(Assignment) Extract each line holding the word "North" from the entries.

(Data to use)
=======

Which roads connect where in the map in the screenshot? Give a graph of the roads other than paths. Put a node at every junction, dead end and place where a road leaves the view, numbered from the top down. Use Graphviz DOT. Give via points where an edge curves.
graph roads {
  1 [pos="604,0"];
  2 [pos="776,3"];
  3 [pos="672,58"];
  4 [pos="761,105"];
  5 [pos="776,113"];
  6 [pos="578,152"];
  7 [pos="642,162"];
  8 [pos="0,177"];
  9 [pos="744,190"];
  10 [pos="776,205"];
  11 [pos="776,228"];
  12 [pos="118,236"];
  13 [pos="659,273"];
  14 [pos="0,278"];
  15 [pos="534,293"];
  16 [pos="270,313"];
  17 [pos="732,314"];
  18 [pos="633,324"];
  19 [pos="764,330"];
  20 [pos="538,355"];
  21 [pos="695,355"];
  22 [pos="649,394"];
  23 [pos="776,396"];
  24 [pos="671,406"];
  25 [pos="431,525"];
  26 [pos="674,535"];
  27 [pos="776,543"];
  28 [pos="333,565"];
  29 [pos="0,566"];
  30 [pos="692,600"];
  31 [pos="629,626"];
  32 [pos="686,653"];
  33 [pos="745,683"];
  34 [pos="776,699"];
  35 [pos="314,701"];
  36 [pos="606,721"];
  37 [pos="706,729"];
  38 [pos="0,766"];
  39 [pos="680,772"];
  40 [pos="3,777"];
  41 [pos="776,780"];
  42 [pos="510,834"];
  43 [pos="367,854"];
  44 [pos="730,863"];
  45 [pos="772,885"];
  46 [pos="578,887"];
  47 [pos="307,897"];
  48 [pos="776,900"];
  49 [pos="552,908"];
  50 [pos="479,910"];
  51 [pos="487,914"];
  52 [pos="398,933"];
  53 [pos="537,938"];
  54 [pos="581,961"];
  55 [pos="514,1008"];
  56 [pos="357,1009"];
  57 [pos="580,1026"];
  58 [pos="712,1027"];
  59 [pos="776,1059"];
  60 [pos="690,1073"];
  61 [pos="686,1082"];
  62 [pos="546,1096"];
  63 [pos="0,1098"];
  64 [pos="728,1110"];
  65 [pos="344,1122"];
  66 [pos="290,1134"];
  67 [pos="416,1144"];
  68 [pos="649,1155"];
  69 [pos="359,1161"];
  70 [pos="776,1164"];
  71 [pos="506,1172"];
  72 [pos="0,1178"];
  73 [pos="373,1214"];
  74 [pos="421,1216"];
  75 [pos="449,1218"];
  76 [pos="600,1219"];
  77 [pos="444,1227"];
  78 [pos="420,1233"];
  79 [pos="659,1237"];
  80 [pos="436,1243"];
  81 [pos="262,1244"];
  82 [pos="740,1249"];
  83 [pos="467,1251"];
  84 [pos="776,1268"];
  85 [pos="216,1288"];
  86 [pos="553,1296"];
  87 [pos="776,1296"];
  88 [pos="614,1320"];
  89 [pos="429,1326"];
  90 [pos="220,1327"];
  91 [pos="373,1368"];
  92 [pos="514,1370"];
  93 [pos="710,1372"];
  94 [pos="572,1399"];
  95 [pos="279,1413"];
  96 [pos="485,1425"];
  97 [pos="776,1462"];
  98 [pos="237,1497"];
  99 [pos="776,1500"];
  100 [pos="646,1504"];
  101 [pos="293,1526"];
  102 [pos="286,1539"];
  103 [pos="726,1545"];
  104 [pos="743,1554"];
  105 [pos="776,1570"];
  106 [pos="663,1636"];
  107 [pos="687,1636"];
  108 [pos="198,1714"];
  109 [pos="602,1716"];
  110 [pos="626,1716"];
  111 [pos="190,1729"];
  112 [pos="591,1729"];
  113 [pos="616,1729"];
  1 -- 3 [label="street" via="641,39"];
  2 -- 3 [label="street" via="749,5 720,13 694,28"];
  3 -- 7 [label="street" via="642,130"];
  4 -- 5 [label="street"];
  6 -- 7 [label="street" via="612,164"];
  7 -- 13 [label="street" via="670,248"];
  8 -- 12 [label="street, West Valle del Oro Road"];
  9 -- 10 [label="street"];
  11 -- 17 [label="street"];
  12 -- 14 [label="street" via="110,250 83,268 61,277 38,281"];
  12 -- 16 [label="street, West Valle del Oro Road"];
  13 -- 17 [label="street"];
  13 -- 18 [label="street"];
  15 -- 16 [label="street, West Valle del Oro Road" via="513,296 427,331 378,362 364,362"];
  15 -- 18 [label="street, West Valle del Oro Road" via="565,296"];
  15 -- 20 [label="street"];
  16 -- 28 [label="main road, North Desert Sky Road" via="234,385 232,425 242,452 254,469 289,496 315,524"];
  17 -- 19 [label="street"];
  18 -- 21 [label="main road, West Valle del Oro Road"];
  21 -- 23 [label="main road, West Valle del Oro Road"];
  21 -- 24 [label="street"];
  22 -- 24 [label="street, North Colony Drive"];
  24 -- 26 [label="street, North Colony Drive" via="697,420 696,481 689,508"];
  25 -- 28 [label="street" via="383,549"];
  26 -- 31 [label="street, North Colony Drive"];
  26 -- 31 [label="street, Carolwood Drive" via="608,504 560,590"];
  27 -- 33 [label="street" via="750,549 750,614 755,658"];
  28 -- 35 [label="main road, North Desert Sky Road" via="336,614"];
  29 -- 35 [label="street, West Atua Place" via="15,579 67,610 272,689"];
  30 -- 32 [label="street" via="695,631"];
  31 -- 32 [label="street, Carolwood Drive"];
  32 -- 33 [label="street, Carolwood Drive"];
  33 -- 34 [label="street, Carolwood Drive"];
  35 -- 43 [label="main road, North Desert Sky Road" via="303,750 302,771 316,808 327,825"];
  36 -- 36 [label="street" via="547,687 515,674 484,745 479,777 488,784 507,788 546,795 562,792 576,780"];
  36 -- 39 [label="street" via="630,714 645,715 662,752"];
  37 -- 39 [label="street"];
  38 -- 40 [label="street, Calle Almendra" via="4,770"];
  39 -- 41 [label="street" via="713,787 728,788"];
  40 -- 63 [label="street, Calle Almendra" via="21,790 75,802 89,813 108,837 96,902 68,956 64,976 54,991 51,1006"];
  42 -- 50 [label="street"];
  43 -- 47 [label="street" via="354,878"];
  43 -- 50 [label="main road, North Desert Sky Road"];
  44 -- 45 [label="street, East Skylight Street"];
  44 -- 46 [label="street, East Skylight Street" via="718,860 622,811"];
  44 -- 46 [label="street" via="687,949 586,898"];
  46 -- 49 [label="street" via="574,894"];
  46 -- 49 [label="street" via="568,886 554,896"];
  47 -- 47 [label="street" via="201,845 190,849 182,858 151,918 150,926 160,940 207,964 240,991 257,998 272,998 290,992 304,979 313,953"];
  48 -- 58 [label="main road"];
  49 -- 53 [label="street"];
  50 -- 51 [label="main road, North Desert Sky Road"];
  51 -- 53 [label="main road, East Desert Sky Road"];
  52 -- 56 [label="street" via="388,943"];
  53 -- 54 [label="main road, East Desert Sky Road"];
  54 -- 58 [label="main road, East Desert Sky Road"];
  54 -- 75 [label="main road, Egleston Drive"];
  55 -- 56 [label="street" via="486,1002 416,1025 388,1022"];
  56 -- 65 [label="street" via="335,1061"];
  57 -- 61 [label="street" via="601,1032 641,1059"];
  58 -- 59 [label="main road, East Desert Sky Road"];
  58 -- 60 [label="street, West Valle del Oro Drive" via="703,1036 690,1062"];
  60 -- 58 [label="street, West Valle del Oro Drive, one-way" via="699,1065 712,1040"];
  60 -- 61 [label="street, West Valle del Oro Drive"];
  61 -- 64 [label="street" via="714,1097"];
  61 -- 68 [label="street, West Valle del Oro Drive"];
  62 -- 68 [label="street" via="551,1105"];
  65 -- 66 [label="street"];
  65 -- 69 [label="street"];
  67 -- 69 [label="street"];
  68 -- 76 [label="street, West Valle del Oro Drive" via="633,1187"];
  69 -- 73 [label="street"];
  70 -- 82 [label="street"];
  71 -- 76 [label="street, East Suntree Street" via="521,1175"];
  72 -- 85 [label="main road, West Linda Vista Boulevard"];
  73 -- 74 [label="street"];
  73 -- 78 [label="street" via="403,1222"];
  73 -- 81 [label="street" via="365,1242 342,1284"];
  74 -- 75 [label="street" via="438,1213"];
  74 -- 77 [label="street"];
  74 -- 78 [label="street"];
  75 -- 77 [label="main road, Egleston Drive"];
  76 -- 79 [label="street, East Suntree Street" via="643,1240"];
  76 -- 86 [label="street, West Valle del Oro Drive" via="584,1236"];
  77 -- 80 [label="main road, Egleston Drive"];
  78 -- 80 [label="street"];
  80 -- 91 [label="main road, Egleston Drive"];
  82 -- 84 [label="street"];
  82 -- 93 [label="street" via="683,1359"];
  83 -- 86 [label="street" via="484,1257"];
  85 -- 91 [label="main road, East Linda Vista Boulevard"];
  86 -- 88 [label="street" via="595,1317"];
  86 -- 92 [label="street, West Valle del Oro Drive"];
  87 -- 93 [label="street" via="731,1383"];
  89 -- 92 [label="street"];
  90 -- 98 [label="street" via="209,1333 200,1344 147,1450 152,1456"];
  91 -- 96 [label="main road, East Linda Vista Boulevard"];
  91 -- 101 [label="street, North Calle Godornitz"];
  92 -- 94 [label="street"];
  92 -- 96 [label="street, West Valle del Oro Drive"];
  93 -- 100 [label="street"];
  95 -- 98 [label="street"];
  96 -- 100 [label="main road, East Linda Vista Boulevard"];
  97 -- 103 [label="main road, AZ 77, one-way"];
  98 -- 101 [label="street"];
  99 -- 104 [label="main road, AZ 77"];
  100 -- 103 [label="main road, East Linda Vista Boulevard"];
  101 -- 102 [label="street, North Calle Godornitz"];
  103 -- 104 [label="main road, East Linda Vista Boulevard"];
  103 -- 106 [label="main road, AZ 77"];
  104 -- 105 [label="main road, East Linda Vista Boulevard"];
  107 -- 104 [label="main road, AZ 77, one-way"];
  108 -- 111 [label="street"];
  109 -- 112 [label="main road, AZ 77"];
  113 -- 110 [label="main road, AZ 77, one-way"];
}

=======

(Answer space)
  16 -- 28 [label="main road, North Desert Sky Road" via="234,385 232,425 242,452 254,469 289,496 315,524"];
  22 -- 24 [label="street, North Colony Drive"];
  24 -- 26 [label="street, North Colony Drive" via="697,420 696,481 689,508"];
  26 -- 31 [label="street, North Colony Drive"];
  28 -- 35 [label="main road, North Desert Sky Road" via="336,614"];
  35 -- 43 [label="main road, North Desert Sky Road" via="303,750 302,771 316,808 327,825"];
  43 -- 50 [label="main road, North Desert Sky Road"];
  50 -- 51 [label="main road, North Desert Sky Road"];
  91 -- 101 [label="street, North Calle Godornitz"];
  101 -- 102 [label="street, North Calle Godornitz"];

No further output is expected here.